Cada vez más, léase lo que se lea, uno encuentra que la inflación de mayúsculas, especialmente en la prensa dominicana, así como el uso de estadísticos porcentajes para referirse a cualquier pendejada, está desbordando todas las posibles previsiones. De hecho, casi me atrevería a asegurar que la conversión a Mayúsculas de palabras que hasta hace […]
Cada vez más, léase lo que se lea, uno encuentra que la inflación de mayúsculas, especialmente en la prensa dominicana, así como el uso de estadísticos porcentajes para referirse a cualquier pendejada, está desbordando todas las posibles previsiones.
De hecho, casi me atrevería a asegurar que la conversión a Mayúsculas de palabras que hasta hace unos años eran simples minúsculas se ha disparado en más de un 85 por ciento.
Hay quienes creen que la Bandera, dado que se trata de la Bandera Nacional, debe ir en Mayúscula, así como el Himno Nacional, o el Secretario de cualquier Ministerio o el propio Peso Dominicano.

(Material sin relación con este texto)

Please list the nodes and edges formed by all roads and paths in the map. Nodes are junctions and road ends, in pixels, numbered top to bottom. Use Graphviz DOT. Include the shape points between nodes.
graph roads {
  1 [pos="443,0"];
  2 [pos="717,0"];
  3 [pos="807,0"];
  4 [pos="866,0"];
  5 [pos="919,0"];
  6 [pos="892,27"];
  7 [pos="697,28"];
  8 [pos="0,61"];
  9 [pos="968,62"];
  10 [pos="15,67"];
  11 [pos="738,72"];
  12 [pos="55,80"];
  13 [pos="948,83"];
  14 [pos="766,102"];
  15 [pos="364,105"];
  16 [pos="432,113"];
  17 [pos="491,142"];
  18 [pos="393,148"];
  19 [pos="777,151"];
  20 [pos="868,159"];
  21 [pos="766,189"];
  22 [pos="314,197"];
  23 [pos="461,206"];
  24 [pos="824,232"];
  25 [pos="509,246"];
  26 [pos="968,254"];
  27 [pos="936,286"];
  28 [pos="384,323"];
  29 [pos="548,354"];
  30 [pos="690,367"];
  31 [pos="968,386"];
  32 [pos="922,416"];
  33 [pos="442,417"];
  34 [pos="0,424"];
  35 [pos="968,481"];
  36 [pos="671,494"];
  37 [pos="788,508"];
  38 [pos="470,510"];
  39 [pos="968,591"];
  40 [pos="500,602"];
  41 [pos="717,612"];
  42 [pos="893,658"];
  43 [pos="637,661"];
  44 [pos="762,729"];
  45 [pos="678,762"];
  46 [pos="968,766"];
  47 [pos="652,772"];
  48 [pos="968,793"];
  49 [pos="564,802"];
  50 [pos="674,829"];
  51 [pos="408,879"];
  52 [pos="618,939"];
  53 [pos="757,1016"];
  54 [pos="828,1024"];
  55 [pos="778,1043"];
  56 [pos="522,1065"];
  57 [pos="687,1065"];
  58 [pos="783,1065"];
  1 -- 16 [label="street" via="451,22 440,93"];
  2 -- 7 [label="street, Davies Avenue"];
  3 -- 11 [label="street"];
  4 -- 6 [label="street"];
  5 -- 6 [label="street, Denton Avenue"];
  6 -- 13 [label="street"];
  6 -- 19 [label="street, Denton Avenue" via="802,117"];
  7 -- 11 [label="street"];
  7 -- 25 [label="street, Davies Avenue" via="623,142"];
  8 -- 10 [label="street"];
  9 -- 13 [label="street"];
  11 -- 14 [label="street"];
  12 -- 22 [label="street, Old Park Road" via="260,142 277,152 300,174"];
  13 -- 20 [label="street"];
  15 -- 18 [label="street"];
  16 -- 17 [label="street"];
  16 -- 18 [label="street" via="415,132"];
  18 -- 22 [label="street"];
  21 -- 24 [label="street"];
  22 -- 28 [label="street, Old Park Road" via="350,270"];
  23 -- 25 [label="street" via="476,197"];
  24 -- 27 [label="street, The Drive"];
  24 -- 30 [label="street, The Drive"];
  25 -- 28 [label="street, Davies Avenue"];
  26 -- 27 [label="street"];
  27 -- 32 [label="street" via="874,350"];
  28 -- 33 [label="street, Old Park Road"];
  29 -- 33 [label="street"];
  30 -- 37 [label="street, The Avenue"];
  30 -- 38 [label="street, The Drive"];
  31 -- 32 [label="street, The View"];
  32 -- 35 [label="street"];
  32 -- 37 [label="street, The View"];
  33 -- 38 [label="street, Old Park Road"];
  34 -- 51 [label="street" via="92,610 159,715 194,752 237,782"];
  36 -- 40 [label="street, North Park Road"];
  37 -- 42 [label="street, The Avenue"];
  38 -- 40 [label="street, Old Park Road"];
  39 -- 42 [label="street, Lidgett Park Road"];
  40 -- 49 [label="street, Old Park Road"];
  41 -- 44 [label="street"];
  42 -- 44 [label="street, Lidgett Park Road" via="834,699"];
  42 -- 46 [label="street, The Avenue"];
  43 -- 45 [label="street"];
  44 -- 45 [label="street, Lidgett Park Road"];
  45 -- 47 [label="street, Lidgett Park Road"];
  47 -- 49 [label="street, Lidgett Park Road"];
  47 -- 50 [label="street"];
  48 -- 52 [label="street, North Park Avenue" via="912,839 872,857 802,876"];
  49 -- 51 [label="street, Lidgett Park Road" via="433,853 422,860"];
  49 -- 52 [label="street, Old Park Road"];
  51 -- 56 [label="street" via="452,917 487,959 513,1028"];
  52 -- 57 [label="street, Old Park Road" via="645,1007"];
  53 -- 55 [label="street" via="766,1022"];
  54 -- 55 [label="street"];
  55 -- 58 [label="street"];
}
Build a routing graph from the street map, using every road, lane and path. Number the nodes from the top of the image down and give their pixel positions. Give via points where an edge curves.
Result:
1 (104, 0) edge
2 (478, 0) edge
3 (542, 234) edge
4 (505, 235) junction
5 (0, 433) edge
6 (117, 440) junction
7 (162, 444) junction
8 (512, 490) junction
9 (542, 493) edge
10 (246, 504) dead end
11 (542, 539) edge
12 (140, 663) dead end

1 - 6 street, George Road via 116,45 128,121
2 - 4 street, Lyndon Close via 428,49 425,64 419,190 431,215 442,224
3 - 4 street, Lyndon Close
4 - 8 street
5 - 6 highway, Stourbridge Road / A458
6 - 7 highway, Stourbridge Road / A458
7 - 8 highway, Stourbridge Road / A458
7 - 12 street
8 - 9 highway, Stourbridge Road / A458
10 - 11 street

La necesidad de Adular, multiplicada hasta la Exageración en los últimos años, tal vez en un 78%, ha llevado a la gente a reconvertir en Mayúsculo al Síndico o al Alcalde de la Ciudad Capital como una efectiva manera de Engrandecer su persona y rango, como si fuera más Síndico de apelar a la Mayúscula y más Grande la Ciudad Capital si la despojáramos de sus comunes minúsculas.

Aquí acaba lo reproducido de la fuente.